Vale Nouvelle-Calédonie et le Comité Consultatif Coutumier Environnemental ont envoyé des photos à l’OEIL. Des gardes nature de la province Sud se sont aussi rendus sur les lieux le 8 juillet 2013 et ont fait état d’une très forte turbidité des eaux marines dans ces baies.

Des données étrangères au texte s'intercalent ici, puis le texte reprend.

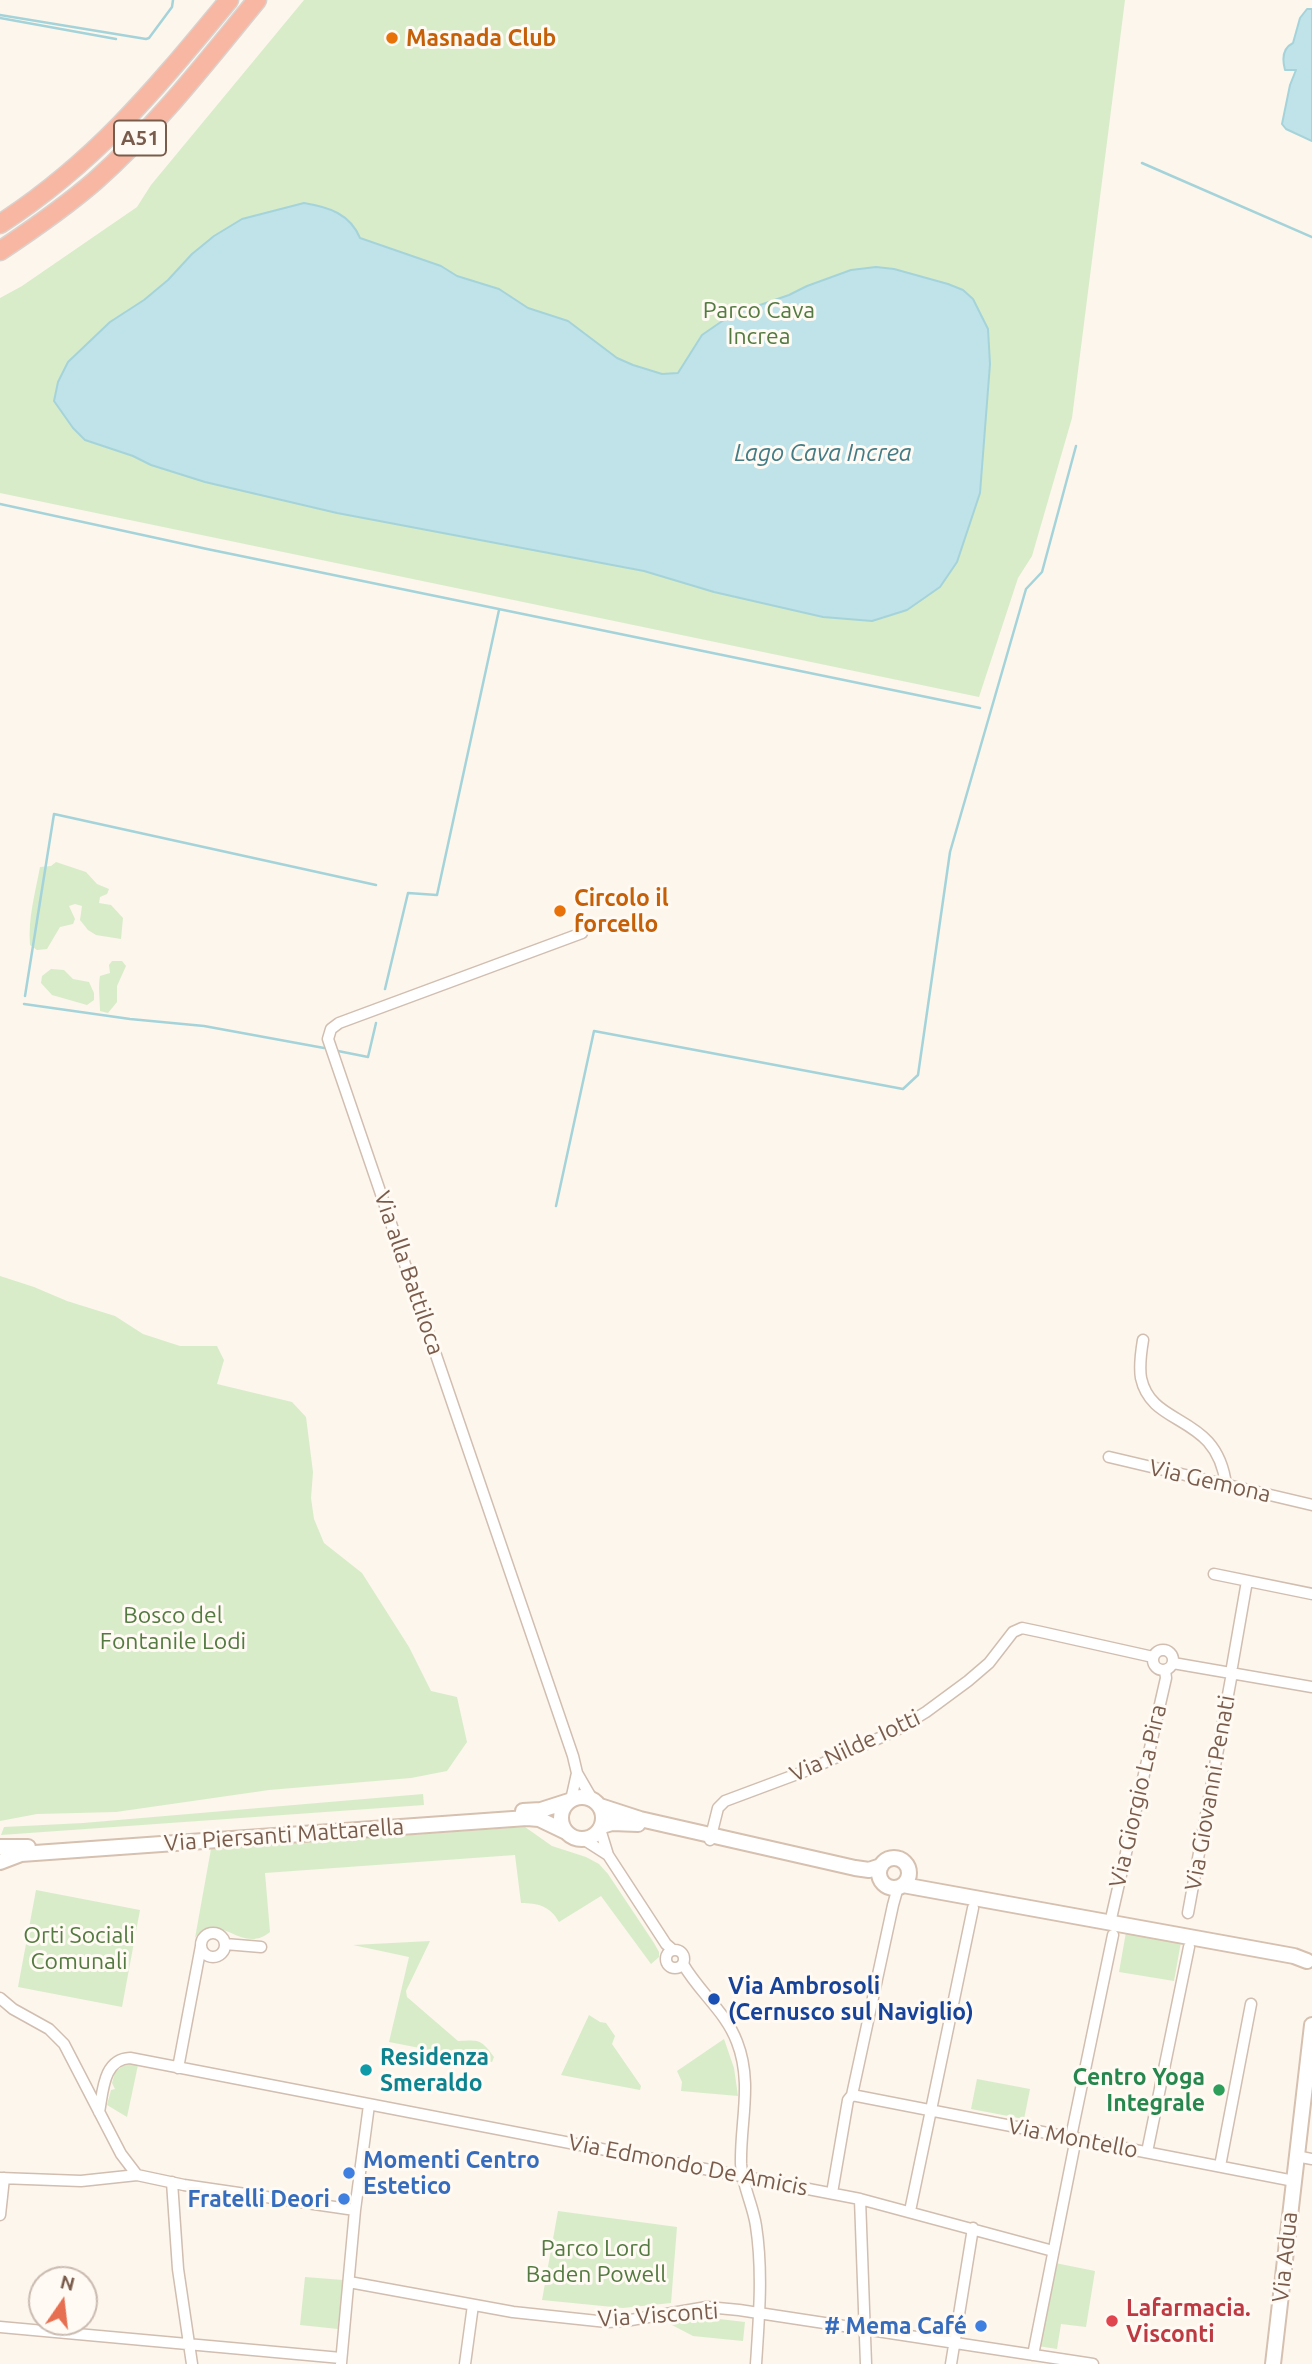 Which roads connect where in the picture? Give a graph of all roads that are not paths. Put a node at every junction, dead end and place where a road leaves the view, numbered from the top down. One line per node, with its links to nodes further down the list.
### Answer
1 (229, 0): 3 (highway, A51)
2 (257, 0): 4 (highway, A51)
3 (0, 224)
4 (0, 251)
5 (582, 933): 17 (street, Via alla Battiloca)
6 (1143, 1340): 8 (street)
7 (1109, 1457): 8 (street, Via Gemona)
8 (1226, 1485): 9 (street, Via Gemona)
9 (1312, 1505)
10 (1214, 1574): 11 (street)
11 (1247, 1581): 12 (street); 15 (street, Via Giovanni Penati)
12 (1312, 1594)
13 (1153, 1657): 14 (street); 14 (street); 22 (street, Via Nilde Iotti)
14 (1169, 1667): 15 (street); 31 (street, Via Giorgio La Pira)
15 (1232, 1670): 16 (street); 30 (street, Via Giovanni Penati)
16 (1312, 1687)
17 (577, 1773): 18 (street, Via alla Battiloca); 19 (street, Via alla Battiloca)
18 (570, 1800): 19 (street); 21 (street); 24 (street, Via Piersanti Mattarella)
19 (596, 1803): 20 (street); 22 (street)
20 (601, 1827): 22 (street); 23 (street); 25 (street)
21 (566, 1832): 23 (street); 26 (street, Via Piersanti Mattarella)
22 (710, 1838): 27 (street); 28 (street)
23 (583, 1839): 25 (street)
24 (0, 1847)
25 (608, 1855): 36 (street)
26 (0, 1863)
27 (881, 1866): 28 (street); 28 (street)
28 (896, 1883): 31 (street); 45 (street)
29 (972, 1908): 47 (street)
30 (1188, 1913)
31 (1111, 1925): 38 (street); 49 (street, Via Giorgio La Pira)
32 (225, 1944): 33 (street); 34 (street); 37 (street)
33 (201, 1945): 37 (street); 39 (street)
34 (261, 1947)
35 (1189, 1947): 50 (street)
36 (669, 1949): 40 (street); 40 (street)
37 (209, 1957): 39 (street)
38 (1310, 1958)
39 (199, 1965): 44 (street)
40 (682, 1968): 55 (street)
41 (0, 1998): 48 (street)
42 (1251, 2004): 53 (street)
43 (1312, 2025): 51 (street, Via Adua)
44 (178, 2068): 46 (street, Via Edmondo De Amicis); 48 (street, Via Edmondo De Amicis)
45 (852, 2095): 47 (street, Via Montello); 59 (street)
46 (369, 2105): 55 (street, Via Edmondo De Amicis); 61 (street)
47 (931, 2110): 49 (street, Via Montello); 62 (street)
48 (99, 2112): 54 (street)
49 (1074, 2138): 50 (street, Via Montello); 65 (street, Via Giorgio La Pira)
50 (1147, 2152): 53 (street, Via Montello)
51 (1296, 2156): 52 (street); 57 (street, Via Adua)
52 (1312, 2159)
53 (1220, 2166): 57 (street, Via Montello)
54 (136, 2175): 56 (street); 58 (street)
55 (743, 2176): 59 (street, Via Edmondo De Amicis); 68 (street)
56 (2, 2178): 63 (street)
57 (1294, 2181): 81 (street, Via Adua)
58 (172, 2182): 61 (street); 72 (street)
59 (832, 2193): 60 (street, Via Edmondo De Amicis)
60 (860, 2199): 62 (street, Via Edmondo De Amicis); 70 (street)
61 (355, 2210): 66 (street)
62 (910, 2211): 64 (street, Via Edmondo De Amicis)
63 (0, 2215)
64 (973, 2228): 65 (street, Via Edmondo De Amicis); 71 (street)
65 (1053, 2251): 73 (street, Via Giorgio La Pira)
66 (349, 2282): 67 (street, Via Visconti); 74 (street)
67 (473, 2305): 68 (street, Via Visconti); 76 (street)
68 (759, 2314): 70 (street, Via Visconti); 77 (street)
69 (0, 2327): 72 (street)
70 (864, 2330): 71 (street, Via Visconti); 78 (street)
71 (954, 2343): 73 (street, Via Visconti); 79 (street)
72 (188, 2344): 74 (street); 75 (street)
73 (1033, 2355): 80 (street, Via Visconti)
74 (341, 2361)
75 (192, 2364)
76 (465, 2364)
77 (756, 2364)
78 (866, 2364)
79 (951, 2364)
80 (1093, 2364)
81 (1273, 2364)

Mission d'observation des 9 et 10 juillet 2013
ANALYSES PHYSICO-CHIMIQUES
L’OEIL et le bureau d’études EMR ont mesuré les paramètres physico-chimiques de l’eau (pH, salinité, turbidité, conductivité et température) au niveau des deux baies grâce à une multisonde. L’eau s’est révélée plus turbide (troublée par les particules de terre) en baie Kwë qu’en baie de Port Boisé et une couche d'eau douce d'une épaisseur de l’ordre de 2 mètres a été observée en surface sur les deux sites.
OBSERVATIONS SOUS-MARINES
Sous l'eau, le substrat (coraux, éponges, algues) était recouvert d'un film de terre. Les coraux situés dans moins de trois mètres d’eau avaient blanchi. Des organismes peu mobiles ont été retrouvés morts (oursin plat, pinne, etc).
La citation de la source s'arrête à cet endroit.